Existing digital twin synchronization frameworks struggle to maintain high-fidelity virtual representations under information-age constraints, as they fail to fully exploit the collaborative sensing and autonomous mobility capabilities of intelligent agents. This work proposes a mobile AI networking framework grounded in embodied intelligence, featuring a five-stage closed-loop workflow—mobile sensing, collaborative perception, onboard semantic processing, channel-aware mobility, and uplink transmission—and introduces a two-layer optimization algorithm. The upper layer employs dynamic matching games for efficient agent-task assignment, while the lower layer jointly optimizes bandwidth, power, and velocity through continuous resource allocation. Semantic compression is innovatively leveraged as a key mechanism to reduce latency under bandwidth limitations, complemented by a velocity-adaptive strategy that balances energy and time costs. Simulations demonstrate that the proposed approach significantly reduces synchronization error and outperforms multiple baselines, validating the efficacy of semantic communication and autonomous mobility control.

Efficient digital twin (DT) synchronization relies on maintaining high-fidelity virtual representations with minimal age of information (AoI). However, the synergistic potential of cooperative sensing and autonomous mobility of the sensing agent remains underexplored in existing DT synchronization frameworks. In this paper, we propose an agentic AI-empowered mobile embodied AI network (MEAN) framework for DT synchronization. In the proposed hybrid architecture, the base station (BS) conducts global orchestration, while the agents autonomously execute a five-stage closed-loop workflow: move-to-sense, cooperative sensing, onboard semantic processing, channel-aware mobility, and uplink transmission. To optimize synchronization performance, we formulate a joint topology dispatching and multidimensional resource allocation problem aimed at minimizing the maximum twin deviation across regions, subject to heterogeneous sensing fidelity and energy budget constraints.
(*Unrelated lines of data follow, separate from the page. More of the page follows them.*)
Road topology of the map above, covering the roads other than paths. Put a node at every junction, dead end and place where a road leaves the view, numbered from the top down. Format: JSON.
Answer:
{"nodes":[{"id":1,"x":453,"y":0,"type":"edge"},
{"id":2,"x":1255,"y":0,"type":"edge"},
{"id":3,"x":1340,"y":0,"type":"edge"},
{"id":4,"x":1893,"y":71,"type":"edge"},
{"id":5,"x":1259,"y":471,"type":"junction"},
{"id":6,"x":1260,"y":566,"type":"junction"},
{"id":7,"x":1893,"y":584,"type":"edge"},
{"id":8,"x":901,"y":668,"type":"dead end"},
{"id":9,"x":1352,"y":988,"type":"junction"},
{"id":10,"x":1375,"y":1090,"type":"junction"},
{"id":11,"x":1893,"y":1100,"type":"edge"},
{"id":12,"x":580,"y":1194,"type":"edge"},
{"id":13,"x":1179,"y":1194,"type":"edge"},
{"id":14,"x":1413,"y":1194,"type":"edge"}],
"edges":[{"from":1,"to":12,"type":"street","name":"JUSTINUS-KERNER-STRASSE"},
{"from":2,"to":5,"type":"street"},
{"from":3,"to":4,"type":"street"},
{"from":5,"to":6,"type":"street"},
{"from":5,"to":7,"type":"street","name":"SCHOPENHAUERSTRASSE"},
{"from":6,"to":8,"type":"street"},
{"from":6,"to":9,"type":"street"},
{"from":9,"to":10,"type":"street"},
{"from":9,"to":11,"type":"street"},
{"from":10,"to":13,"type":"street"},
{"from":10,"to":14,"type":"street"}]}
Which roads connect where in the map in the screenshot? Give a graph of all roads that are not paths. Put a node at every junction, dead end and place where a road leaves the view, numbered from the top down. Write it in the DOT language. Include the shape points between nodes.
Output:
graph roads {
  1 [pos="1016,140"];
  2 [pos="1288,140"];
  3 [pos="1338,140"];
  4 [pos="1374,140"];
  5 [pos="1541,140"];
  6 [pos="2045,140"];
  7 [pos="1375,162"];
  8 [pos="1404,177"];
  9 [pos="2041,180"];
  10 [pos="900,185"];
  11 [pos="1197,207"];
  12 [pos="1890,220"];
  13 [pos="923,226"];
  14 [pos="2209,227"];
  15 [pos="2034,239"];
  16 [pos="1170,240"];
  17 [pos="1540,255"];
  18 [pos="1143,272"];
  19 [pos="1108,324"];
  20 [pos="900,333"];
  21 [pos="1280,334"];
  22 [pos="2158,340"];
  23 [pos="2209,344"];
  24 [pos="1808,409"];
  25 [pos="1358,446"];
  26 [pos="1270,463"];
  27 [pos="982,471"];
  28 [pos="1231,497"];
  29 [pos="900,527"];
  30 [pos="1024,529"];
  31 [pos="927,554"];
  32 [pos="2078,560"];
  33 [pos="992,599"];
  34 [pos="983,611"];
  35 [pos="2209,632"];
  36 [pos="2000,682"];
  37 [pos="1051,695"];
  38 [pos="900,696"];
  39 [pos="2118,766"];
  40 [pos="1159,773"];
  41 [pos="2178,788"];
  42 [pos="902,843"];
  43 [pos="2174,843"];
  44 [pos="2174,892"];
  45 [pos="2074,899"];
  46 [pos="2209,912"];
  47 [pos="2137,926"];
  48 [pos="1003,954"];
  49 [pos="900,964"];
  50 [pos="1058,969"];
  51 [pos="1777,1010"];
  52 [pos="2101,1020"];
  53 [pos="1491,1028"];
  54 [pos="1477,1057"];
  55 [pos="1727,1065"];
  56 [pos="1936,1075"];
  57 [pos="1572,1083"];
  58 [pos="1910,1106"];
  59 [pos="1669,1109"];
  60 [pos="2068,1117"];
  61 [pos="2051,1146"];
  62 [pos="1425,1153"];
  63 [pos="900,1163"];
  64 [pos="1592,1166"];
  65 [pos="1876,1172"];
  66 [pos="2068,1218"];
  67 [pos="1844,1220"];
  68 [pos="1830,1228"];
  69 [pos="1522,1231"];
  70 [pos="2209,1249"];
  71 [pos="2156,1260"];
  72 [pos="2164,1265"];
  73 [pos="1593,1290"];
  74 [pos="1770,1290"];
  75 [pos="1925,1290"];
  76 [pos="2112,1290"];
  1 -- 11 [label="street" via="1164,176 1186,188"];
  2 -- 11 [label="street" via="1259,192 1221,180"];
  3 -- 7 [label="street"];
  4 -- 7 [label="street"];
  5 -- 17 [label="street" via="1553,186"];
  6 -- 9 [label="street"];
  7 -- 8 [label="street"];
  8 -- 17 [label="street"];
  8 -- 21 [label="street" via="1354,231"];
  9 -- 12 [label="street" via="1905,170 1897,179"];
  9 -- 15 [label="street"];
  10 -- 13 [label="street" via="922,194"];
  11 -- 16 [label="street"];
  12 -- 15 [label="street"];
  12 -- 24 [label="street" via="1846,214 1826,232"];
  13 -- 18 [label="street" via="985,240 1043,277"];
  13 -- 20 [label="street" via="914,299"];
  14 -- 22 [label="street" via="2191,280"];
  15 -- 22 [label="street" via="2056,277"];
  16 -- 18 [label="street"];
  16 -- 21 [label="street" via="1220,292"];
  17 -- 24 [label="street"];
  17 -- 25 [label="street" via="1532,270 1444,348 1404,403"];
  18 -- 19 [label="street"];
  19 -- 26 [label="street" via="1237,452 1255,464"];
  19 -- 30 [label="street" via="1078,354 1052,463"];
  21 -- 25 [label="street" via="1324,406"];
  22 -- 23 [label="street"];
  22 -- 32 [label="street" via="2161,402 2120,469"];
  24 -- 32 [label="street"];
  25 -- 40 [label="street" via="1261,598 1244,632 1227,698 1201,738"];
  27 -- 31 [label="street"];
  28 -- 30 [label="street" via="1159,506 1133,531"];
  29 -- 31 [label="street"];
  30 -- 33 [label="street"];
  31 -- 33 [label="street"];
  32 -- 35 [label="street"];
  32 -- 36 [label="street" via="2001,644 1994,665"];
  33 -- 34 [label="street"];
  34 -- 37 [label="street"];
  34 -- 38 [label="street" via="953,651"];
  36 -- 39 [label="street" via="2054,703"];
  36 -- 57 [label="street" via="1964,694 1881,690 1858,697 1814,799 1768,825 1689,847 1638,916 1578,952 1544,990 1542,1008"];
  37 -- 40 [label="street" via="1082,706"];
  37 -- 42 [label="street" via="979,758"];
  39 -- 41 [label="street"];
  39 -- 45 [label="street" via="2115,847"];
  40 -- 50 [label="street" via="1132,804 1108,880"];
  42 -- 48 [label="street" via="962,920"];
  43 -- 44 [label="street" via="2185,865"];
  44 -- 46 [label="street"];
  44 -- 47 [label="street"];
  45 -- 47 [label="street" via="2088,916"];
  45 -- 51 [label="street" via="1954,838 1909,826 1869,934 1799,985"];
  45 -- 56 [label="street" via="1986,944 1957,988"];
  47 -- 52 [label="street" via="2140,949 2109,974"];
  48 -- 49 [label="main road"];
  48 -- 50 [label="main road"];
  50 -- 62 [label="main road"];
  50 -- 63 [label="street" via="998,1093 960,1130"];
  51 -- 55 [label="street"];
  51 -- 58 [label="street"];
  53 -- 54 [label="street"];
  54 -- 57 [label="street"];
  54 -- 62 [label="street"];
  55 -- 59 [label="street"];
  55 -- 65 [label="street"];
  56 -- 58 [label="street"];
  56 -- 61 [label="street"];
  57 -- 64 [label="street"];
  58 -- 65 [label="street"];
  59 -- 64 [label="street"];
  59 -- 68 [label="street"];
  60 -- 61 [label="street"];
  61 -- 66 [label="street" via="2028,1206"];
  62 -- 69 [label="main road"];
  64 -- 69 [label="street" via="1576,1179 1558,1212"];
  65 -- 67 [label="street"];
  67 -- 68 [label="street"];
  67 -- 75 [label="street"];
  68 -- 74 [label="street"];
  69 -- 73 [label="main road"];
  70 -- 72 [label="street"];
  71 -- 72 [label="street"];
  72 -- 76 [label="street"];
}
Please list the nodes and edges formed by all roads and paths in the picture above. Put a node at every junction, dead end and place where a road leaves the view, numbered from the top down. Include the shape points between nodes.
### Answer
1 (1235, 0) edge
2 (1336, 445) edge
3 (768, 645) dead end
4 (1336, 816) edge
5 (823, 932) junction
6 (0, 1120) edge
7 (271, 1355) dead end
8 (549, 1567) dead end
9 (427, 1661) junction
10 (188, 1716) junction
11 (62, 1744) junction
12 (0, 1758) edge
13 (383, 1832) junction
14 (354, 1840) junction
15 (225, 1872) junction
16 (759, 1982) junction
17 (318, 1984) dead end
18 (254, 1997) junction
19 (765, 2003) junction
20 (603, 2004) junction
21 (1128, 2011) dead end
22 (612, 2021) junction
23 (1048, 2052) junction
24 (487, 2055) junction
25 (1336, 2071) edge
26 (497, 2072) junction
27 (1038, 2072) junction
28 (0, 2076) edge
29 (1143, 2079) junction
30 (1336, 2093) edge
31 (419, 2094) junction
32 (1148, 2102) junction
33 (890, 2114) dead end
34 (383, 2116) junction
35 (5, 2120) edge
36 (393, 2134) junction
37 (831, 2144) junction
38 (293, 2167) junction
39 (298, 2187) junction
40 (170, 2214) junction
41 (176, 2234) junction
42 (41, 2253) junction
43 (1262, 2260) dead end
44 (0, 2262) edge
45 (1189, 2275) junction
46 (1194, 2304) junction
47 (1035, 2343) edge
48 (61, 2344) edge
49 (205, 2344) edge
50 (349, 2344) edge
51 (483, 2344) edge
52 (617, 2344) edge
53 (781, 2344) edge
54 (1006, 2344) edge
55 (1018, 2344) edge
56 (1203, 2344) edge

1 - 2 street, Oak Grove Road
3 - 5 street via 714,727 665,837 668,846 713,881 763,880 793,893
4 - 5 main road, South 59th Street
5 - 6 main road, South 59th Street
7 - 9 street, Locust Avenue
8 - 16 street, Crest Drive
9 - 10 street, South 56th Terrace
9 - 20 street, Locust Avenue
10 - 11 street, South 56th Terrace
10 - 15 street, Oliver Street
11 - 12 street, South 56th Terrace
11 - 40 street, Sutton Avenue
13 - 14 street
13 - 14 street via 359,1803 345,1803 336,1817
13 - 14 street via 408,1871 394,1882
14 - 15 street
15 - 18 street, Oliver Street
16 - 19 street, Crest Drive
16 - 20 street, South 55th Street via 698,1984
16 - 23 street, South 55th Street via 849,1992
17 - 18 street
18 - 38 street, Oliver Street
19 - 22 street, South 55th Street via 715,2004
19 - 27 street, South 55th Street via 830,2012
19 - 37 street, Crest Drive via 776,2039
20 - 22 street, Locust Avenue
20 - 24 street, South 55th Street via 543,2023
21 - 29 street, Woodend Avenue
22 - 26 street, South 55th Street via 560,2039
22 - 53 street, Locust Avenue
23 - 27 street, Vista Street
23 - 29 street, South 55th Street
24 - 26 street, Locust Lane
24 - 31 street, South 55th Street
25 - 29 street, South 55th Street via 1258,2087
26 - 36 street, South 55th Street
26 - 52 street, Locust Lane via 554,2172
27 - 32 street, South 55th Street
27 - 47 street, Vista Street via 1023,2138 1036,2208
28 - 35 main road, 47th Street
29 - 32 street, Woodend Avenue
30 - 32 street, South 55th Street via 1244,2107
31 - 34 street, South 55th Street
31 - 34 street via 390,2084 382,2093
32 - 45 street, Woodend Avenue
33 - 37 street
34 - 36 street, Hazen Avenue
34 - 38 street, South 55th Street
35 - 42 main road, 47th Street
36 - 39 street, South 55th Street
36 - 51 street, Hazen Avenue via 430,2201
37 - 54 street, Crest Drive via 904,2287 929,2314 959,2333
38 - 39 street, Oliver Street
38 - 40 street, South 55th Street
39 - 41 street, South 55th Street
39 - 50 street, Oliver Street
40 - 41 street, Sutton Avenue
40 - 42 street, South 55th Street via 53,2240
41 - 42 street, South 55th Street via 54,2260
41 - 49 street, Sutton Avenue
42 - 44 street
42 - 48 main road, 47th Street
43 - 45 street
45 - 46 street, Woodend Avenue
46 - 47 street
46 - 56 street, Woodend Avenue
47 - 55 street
To tackle this, we develop a hierarchical two-layer optimization algorithm, where the outer-layer refines multi-agent assignment via a dynamic matching game, and the inner-layer iteratively optimizes the continuous resources. Extensive simulation results verify the convergence of the proposed algorithm and demonstrate its substantial superiority over multiple baseline schemes in reducing synchronization deviation. Furthermore, the results reveal that semantic compression serves as a vital substitute for channel resources in latency reduction under constrained bandwidth, while autonomous velocity adaptation provides an essential degree of freedom for the system to navigate the fundamental energy-time trade-off.